I just install jetpack 5.1.2 to my JNO 8GB. I installed ultralytics and resolved the Pytorch with Cuda.
I started to benchmark yolov8 models from ultralytics package and I have same performance for fp32 and int8 configuration (fp16 is, as expected, half of fp32).
Is this a problem with the int8 support in the jetson nano orin???
Thanks in advance.
test.py
from ultralytics.utils.benchmarks import benchmark
benchmark(model=f'yolov8n.pt', data='coco8.yaml', imgsz=640, int8=True, device=0)
half and int8 variables were modified as expected for the benchmarks:
FP32 Benchmarks complete for yolov8n.pt on coco8.yaml at imgsz=640 (905.18s)

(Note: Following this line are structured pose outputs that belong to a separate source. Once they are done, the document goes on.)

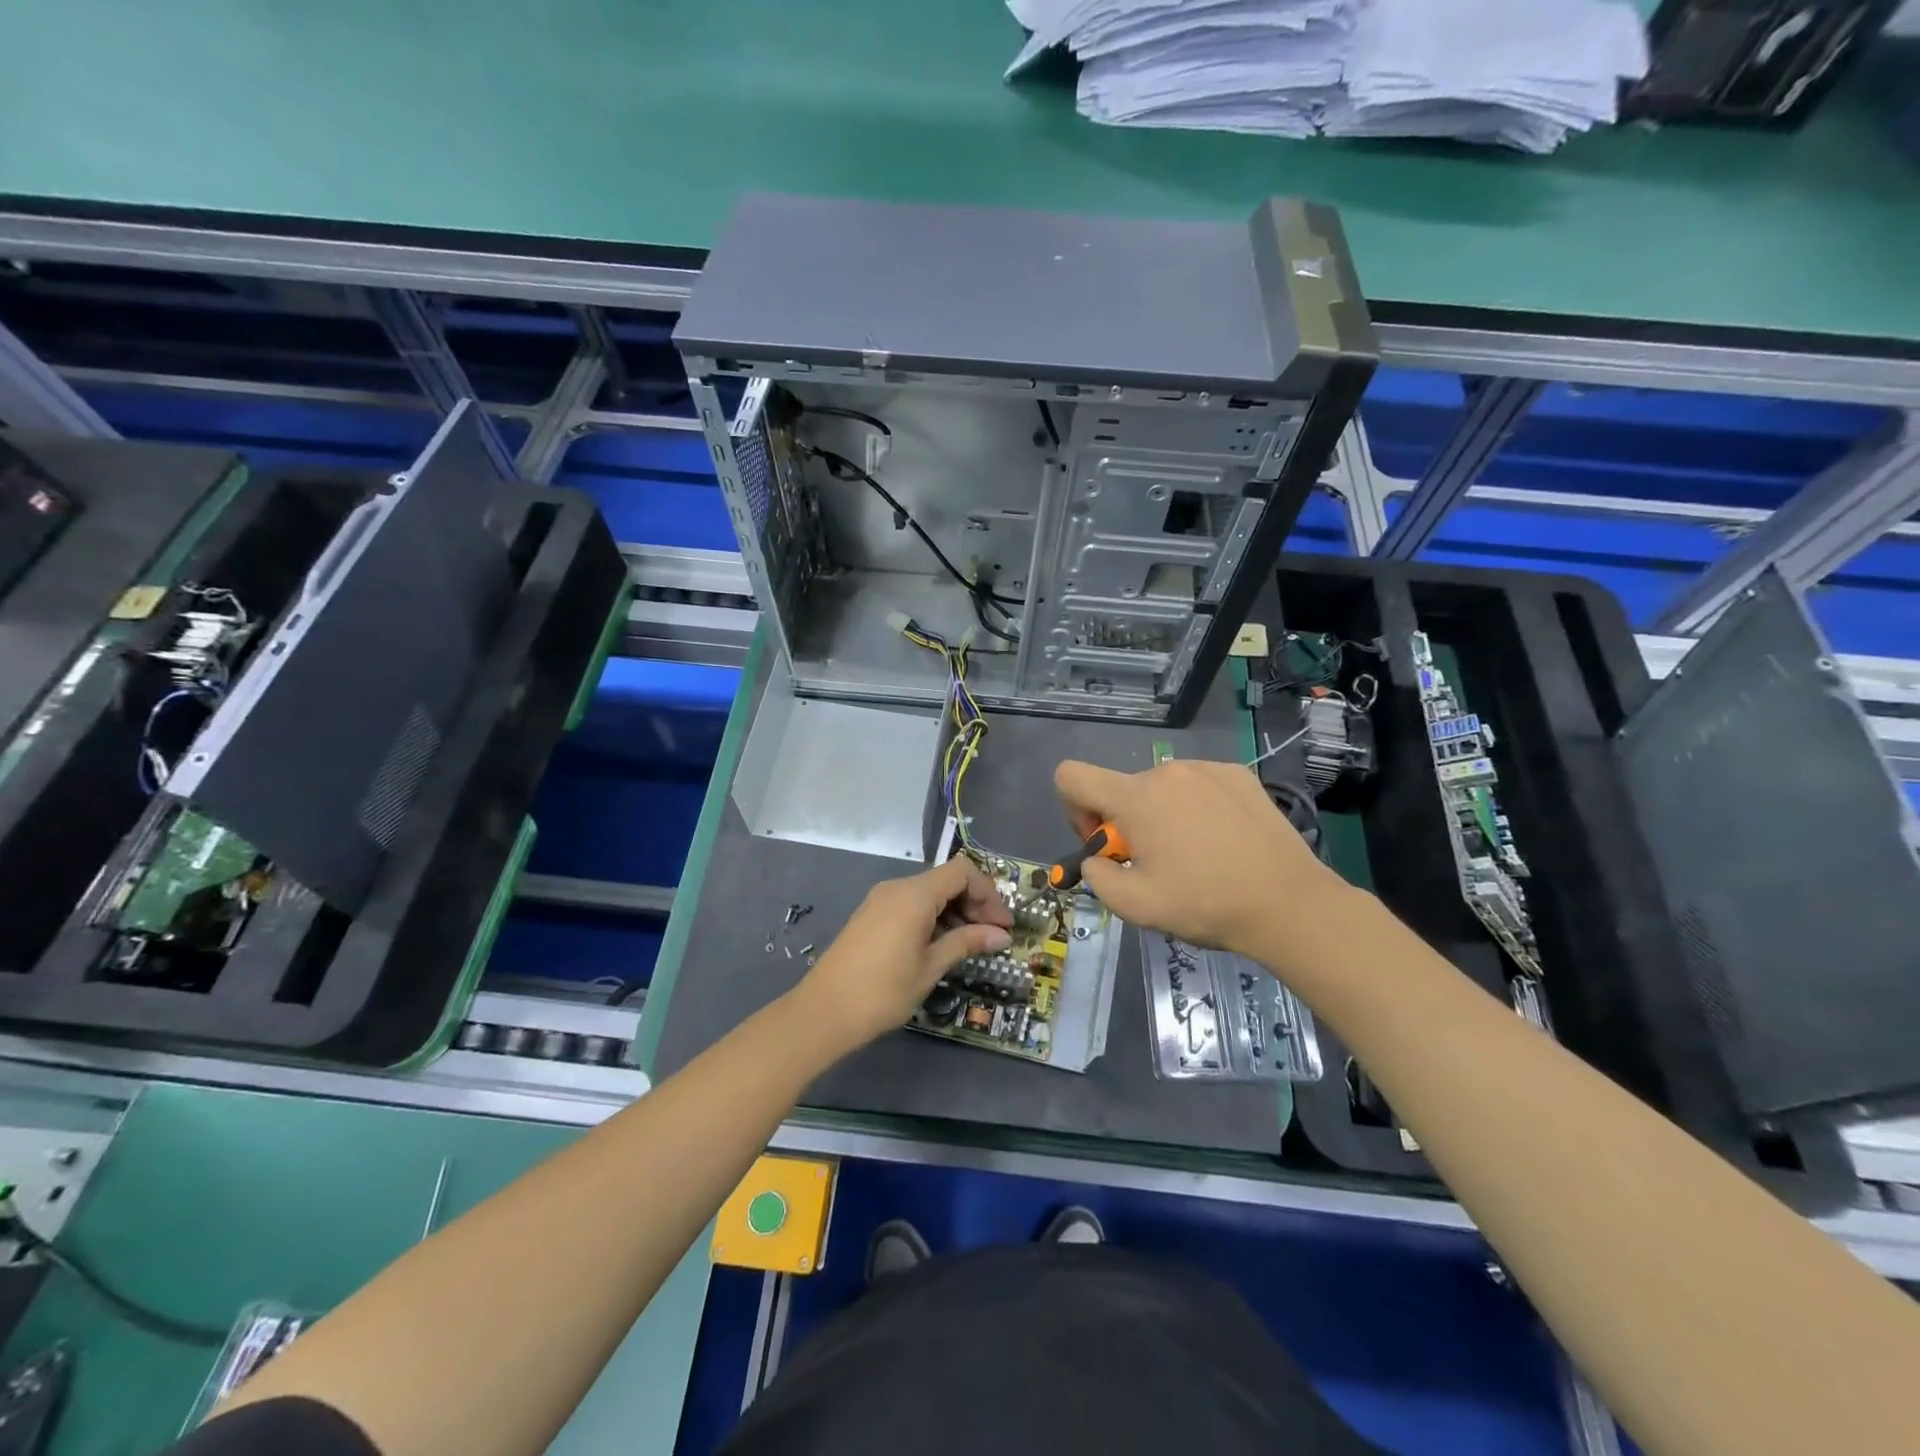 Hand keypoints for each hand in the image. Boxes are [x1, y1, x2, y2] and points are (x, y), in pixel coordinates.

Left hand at [792, 857, 1013, 1056]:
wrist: (823, 1012)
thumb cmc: (883, 991)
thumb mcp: (931, 967)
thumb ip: (966, 943)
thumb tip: (1001, 935)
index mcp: (914, 894)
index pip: (962, 872)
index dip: (988, 894)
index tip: (1003, 925)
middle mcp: (897, 888)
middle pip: (946, 880)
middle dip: (975, 904)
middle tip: (993, 938)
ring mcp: (881, 900)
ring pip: (930, 893)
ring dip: (955, 912)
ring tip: (971, 945)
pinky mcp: (872, 915)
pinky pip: (912, 904)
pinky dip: (933, 917)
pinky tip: (942, 945)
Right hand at [1053, 758, 1345, 965]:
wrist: (1288, 902)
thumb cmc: (1204, 903)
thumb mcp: (1134, 906)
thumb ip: (1096, 875)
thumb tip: (1098, 857)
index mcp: (1135, 798)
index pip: (1071, 776)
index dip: (1075, 810)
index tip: (1106, 843)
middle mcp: (1166, 771)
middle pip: (1122, 788)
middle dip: (1126, 822)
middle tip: (1158, 862)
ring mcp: (1206, 768)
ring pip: (1162, 787)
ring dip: (1162, 814)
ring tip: (1196, 853)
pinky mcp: (1238, 774)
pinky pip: (1198, 784)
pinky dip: (1196, 806)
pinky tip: (1223, 839) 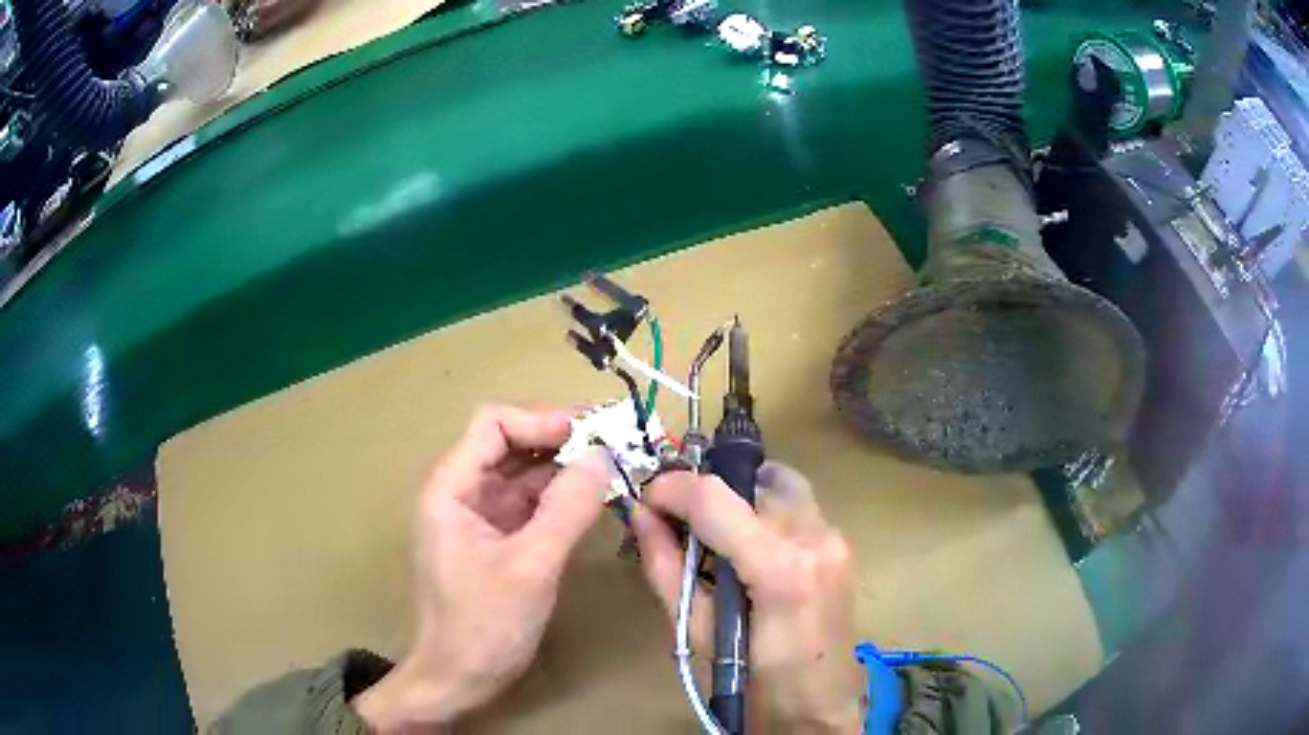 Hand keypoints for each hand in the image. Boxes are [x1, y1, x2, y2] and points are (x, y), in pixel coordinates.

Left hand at [354, 405, 610, 731]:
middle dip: (560, 441)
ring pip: (523, 475)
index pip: (494, 425)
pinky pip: (530, 506)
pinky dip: (561, 499)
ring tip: (613, 468)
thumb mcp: (530, 566)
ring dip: (565, 469)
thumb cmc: (484, 626)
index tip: (592, 432)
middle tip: (615, 444)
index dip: (542, 420)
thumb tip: (603, 455)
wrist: (459, 679)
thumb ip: (567, 508)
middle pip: (510, 445)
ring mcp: (479, 518)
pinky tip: (593, 501)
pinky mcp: (496, 542)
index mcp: (451, 489)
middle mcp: (461, 494)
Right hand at [631, 462, 862, 732]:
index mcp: (780, 568)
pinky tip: (747, 545)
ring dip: (739, 496)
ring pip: (779, 485)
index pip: (715, 498)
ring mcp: (836, 539)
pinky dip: (764, 510)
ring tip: (712, 531)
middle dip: (707, 491)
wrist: (819, 708)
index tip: (646, 498)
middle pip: (750, 482)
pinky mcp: (843, 546)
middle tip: (677, 518)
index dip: (673, 488)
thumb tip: (640, 516)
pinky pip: (798, 506)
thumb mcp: (697, 633)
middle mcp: (816, 538)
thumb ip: (666, 569)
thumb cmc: (754, 684) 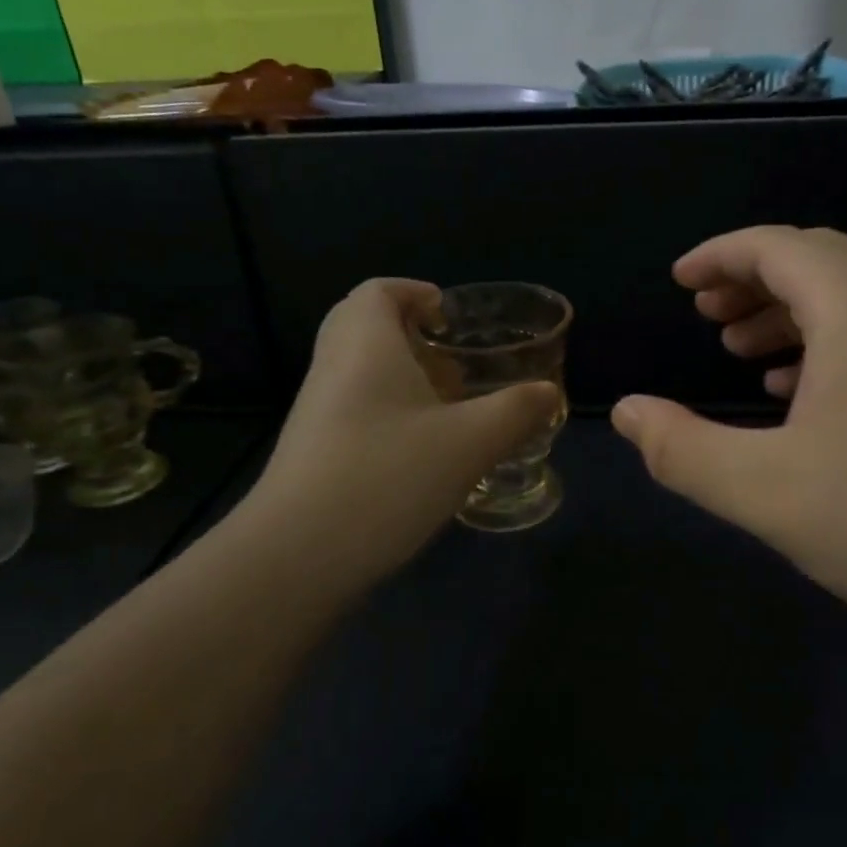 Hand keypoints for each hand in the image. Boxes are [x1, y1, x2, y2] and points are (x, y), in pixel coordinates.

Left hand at [242, 279, 558, 593]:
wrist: (297, 556)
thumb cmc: (387, 476)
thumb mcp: (469, 442)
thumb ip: (516, 411)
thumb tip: (549, 393)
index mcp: (365, 344)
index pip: (378, 291)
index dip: (415, 293)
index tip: (449, 320)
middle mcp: (333, 367)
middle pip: (364, 327)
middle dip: (412, 339)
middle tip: (451, 367)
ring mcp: (316, 412)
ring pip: (360, 373)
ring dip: (403, 381)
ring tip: (448, 414)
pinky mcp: (312, 452)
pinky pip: (353, 411)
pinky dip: (389, 416)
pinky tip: (422, 457)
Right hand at [610, 226, 846, 671]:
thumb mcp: (766, 491)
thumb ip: (681, 449)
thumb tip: (624, 412)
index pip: (778, 246)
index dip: (721, 255)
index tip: (680, 281)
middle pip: (821, 263)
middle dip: (755, 283)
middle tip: (709, 318)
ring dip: (796, 317)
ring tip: (747, 359)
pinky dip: (837, 351)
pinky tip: (813, 405) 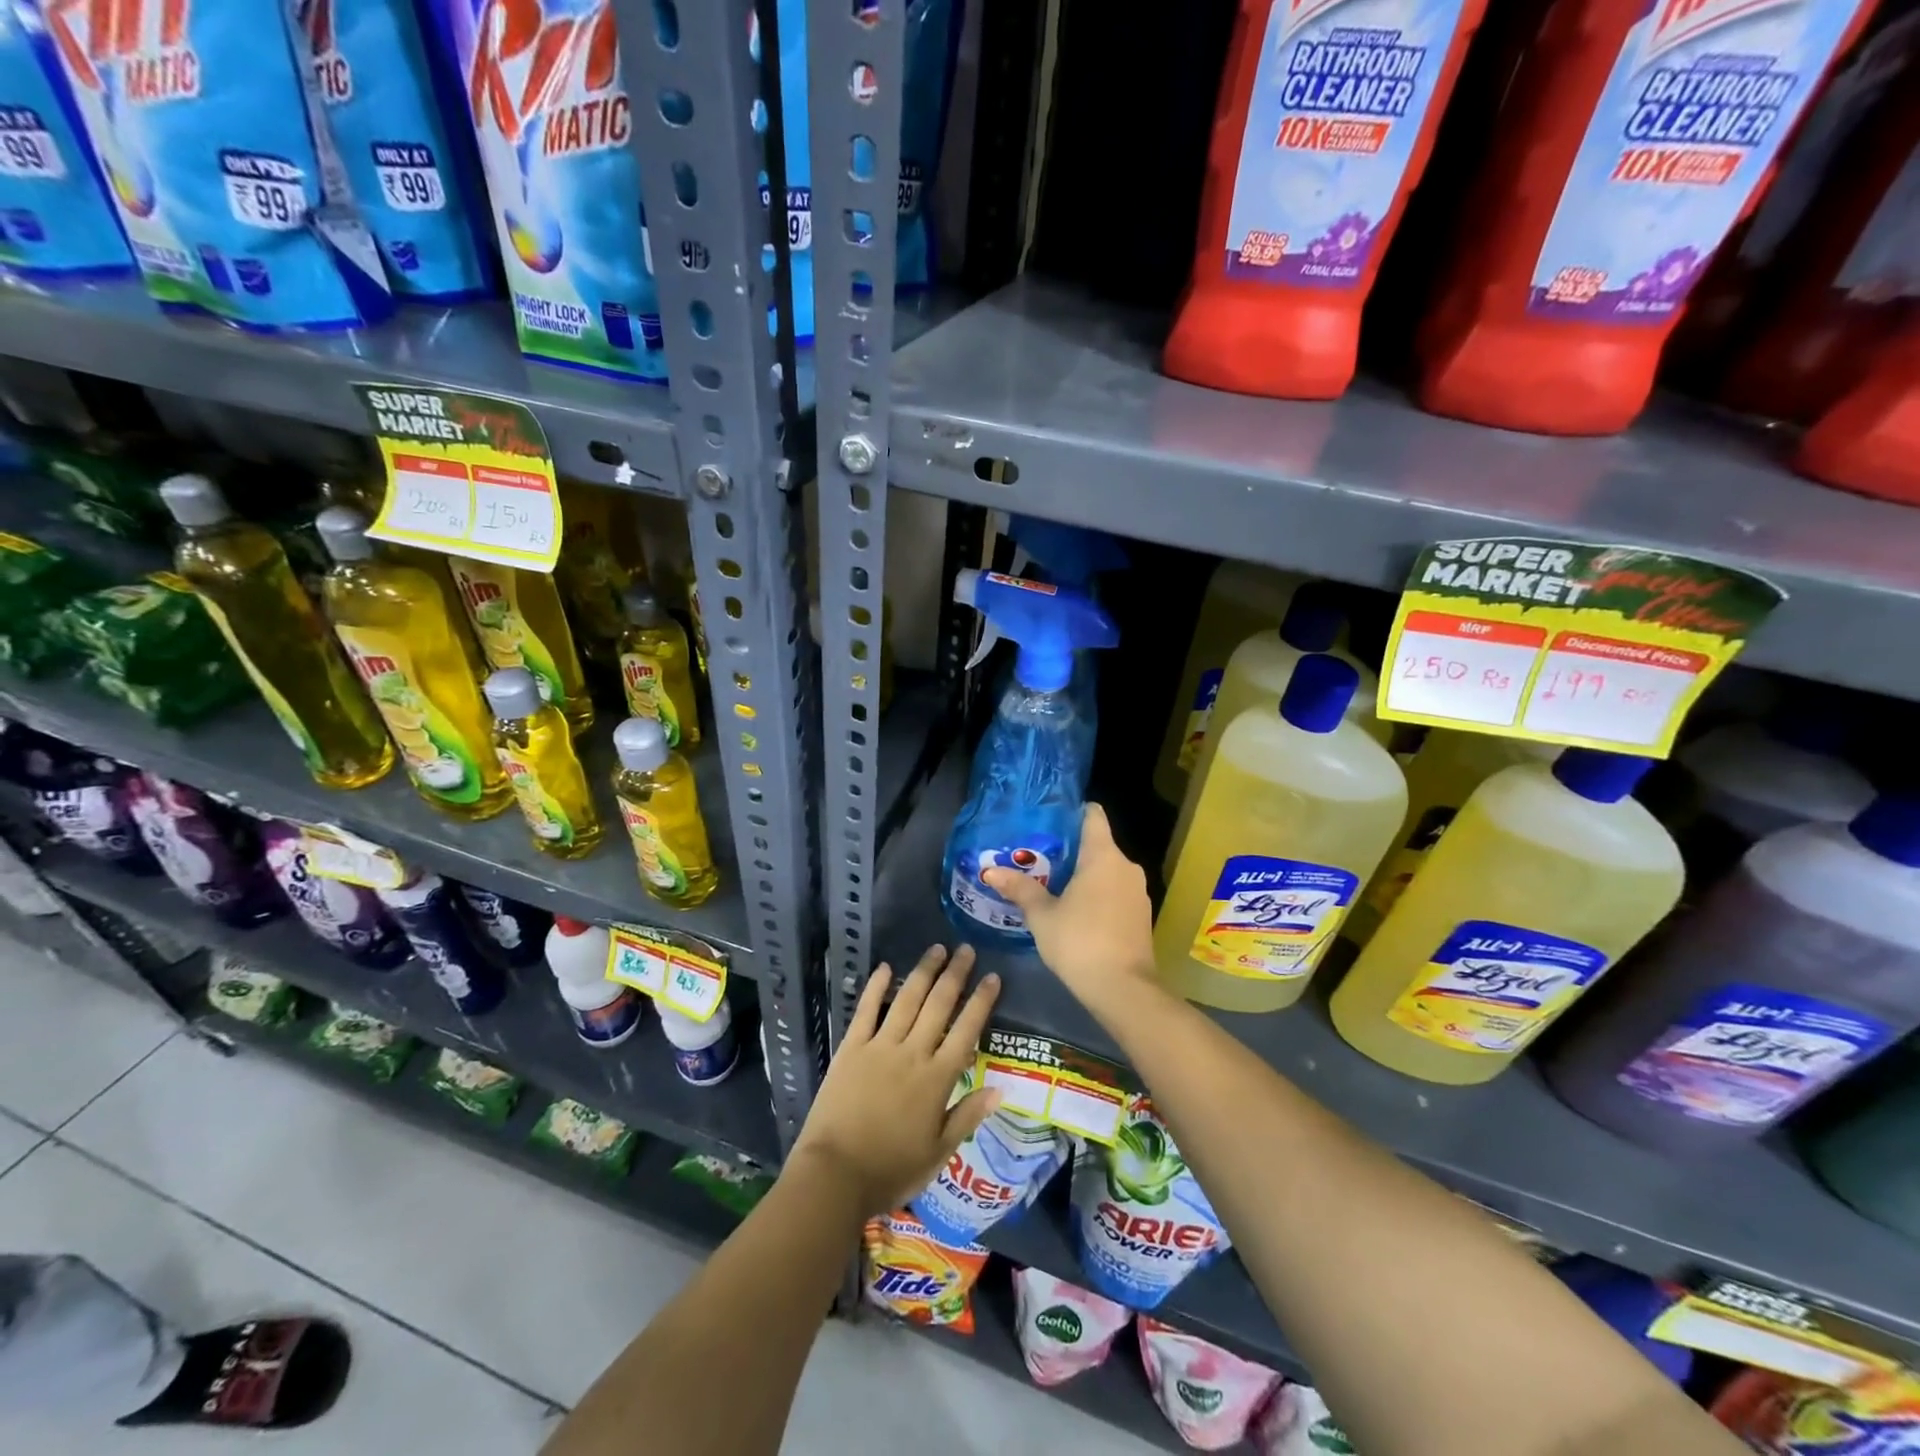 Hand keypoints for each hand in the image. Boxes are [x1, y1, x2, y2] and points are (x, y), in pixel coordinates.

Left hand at [790, 944, 1001, 1216]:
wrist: (835, 1176)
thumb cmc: (891, 1170)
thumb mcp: (938, 1152)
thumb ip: (968, 1116)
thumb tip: (1000, 1088)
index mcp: (937, 1079)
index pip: (966, 1031)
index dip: (981, 1002)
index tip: (993, 977)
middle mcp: (912, 1053)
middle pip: (939, 1005)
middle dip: (955, 975)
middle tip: (966, 949)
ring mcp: (880, 1047)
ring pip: (907, 1000)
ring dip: (923, 972)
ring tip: (936, 949)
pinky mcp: (851, 1048)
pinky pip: (866, 1011)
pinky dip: (876, 987)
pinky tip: (885, 967)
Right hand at [982, 803, 1155, 1008]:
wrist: (1124, 989)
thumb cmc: (1079, 941)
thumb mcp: (1042, 915)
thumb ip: (1020, 889)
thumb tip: (990, 871)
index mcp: (1103, 856)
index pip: (1093, 815)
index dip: (1073, 812)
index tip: (1050, 820)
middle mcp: (1126, 866)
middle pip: (1098, 844)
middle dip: (1071, 849)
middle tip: (1038, 857)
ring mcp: (1137, 891)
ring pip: (1108, 870)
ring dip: (1084, 874)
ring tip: (1052, 883)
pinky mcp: (1141, 914)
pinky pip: (1116, 891)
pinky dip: (1098, 893)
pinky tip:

Format Status❔ Size (MB) metrics/mAP50-95(B) Inference time (ms/im)
4 TensorRT ✅ 13.6 0.6117 12.63
FP16 Benchmarks complete for yolov8n.pt on coco8.yaml at imgsz=640 (919.86s)
Format Status❔ Size (MB) metrics/mAP50-95(B) Inference time (ms/im)
4 TensorRT ✅ 8.2 0.6092 7.04
INT8 Benchmarks complete for yolov8n.pt on coco8.yaml at imgsz=640 (423.97s)
Format Status❔ Size (MB) metrics/mAP50-95(B) Inference time (ms/im)
4 TensorRT ✅ 13.5 0.6117 12.61
Your “yolov8n.engine” is a serialized engine which is deserialized before the start of inference.
May I ask how did you create your calib cache. If your fp16 is working as expected and I am assuming so is fp32, maybe your int8 calib cache is incorrect.